The graph between `1//lambda` and stopping potential (V) of three metals having work- functions `Phi_1`, `Phi_2` and `Phi_3` in an experiment of photoelectric effect is plotted as shown in the figure. Which of the following statement(s) is/are correct? (Here, `lambda` is the wavelength of the incident ray). (a) Ratio of work functions `phi_1 : phi_2 : phi_3 = 1 : 2 : 4` (b) Ratio of work functions `phi_1 : phi_2 : phi_3 = 4 : 2 : 1` (c ) tan `theta` is directly proportional to hc / e, where h is Planck constant and c is the speed of light (d) The violet colour light can eject photoelectrons from metals 2 and 3 .

From Einstein's photoelectrons equation
`K.E.=eV=(hc)/lambda-phi`...........(i)
or `V=(hc)/(e lambda)-phi/e`......(ii)
When `lambda=lambda_(0)`, the threshold wavelength, `K.E.=0`.
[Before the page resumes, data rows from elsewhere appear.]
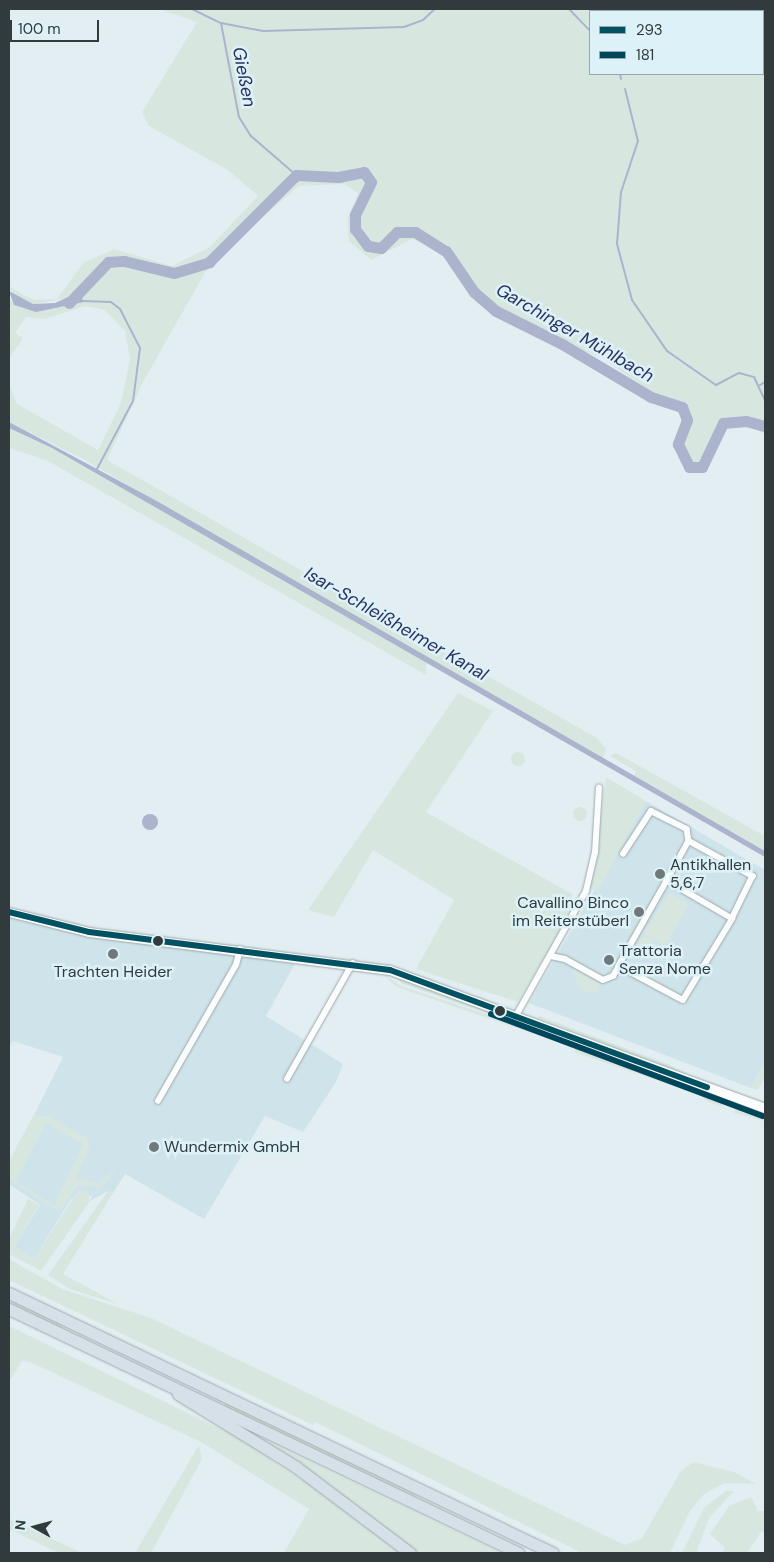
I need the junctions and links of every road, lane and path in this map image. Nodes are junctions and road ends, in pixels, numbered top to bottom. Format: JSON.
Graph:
{"nodes":[{"id":1,"x":600,"y":788,"type":"dead end"},
{"id":2,"x":689,"y":841,"type":"junction"},
{"id":3,"x":623,"y":854,"type":"dead end"},
{"id":4,"x":667,"y":881,"type":"junction"},
{"id":5,"x":9,"y":912,"type":"edge"},
{"id":6,"x":732,"y":920,"type":"junction"},
{"id":7,"x":240,"y":950,"type":"junction"},
{"id":8,"x":551,"y":956,"type":"junction"},
{"id":9,"x":352,"y":966,"type":"junction"},
{"id":10,"x":619,"y":966,"type":"junction"},
{"id":11,"x":517,"y":1014,"type":"junction"},
{"id":12,"x":287,"y":1079,"type":"dead end"},
{"id":13,"x":158,"y":1101,"type":"dead end"},
{"id":14,"x":765,"y":1108,"type":"edge"},
{"id":15,"x":9,"y":1293,"type":"edge"},
{"id":16,"x":9,"y":1310,"type":"edge"},
{"id":17,"x":167,"y":1384,"type":"junction"},
{"id":18,"x":410,"y":1553,"type":"edge"},
{"id":19,"x":519,"y":1553,"type":"edge"},
{"id":20,"x":553,"y":1553,"type":"edge"}],
"edges":[{"from":1,"to":8,"type":"street"},
{"from":2,"to":3,"type":"street"},
{"from":2,"to":4,"type":"street"},
{"from":2,"to":6,"type":"street"},
{"from":4,"to":6,"type":"street"},
{"from":4,"to":10,"type":"street"},
{"from":5,"to":7,"type":"main road"},
{"from":6,"to":10,"type":"street"},
{"from":7,"to":9,"type":"main road"},
{"from":7,"to":13,"type":"street"},
{"from":8,"to":10,"type":"street"},
{"from":8,"to":11,"type":"street"},
{"from":9,"to":11,"type":"main road"},
{"from":9,"to":12,"type":"street"},
{"from":11,"to":14,"type":"main road"},
{"from":15,"to":20,"type":"highway"},
{"from":16,"to":17,"type":"highway"},
{"from":17,"to":18,"type":"highway"},
{"from":17,"to":19,"type":"highway"}]}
From (i), `phi=(hc)/(lambda_(0))` or `(phi)/(hc)=1/(lambda_(0))`
For plate`1, (phi_(1))/(hc)=0.001`,
For plate`2, (phi_(2))/(hc)=0.002`,
For plate`3, (phi_(3))/(hc)=0.004`,
`:. phi_(1):phi_(2):phi_(3)=1:2:4`
Differetiating (ii), we get
`DeltaV=(hc)/e Delta(1//lambda)` or `(DeltaV)/(Delta(1//lambda))=(hc)/e`
Slope of the graph, `tan theta=(DeltaV)/(Delta(1//lambda))=-(hc)/e`
For plate `2`, threshold wavelength,
`lambda_(0_(2))=(hc)/(phi_(2))=(hc)/(0.002hc)=500nm`
For plate `3`, threshold wavelength,
`lambda_(0_(3))=(hc)/(phi_(3))=(hc)/(0.004hc)=250nm`
since the wavelength of violet colour is `400nm` and `lambda_("violet") lt lambda_(0_(2))` for plate `2` and `lambda_("violet") gt lambda_(0)`for plate `3`, therefore, violet colour light will ejected electrons from plate 2 and not plate 3.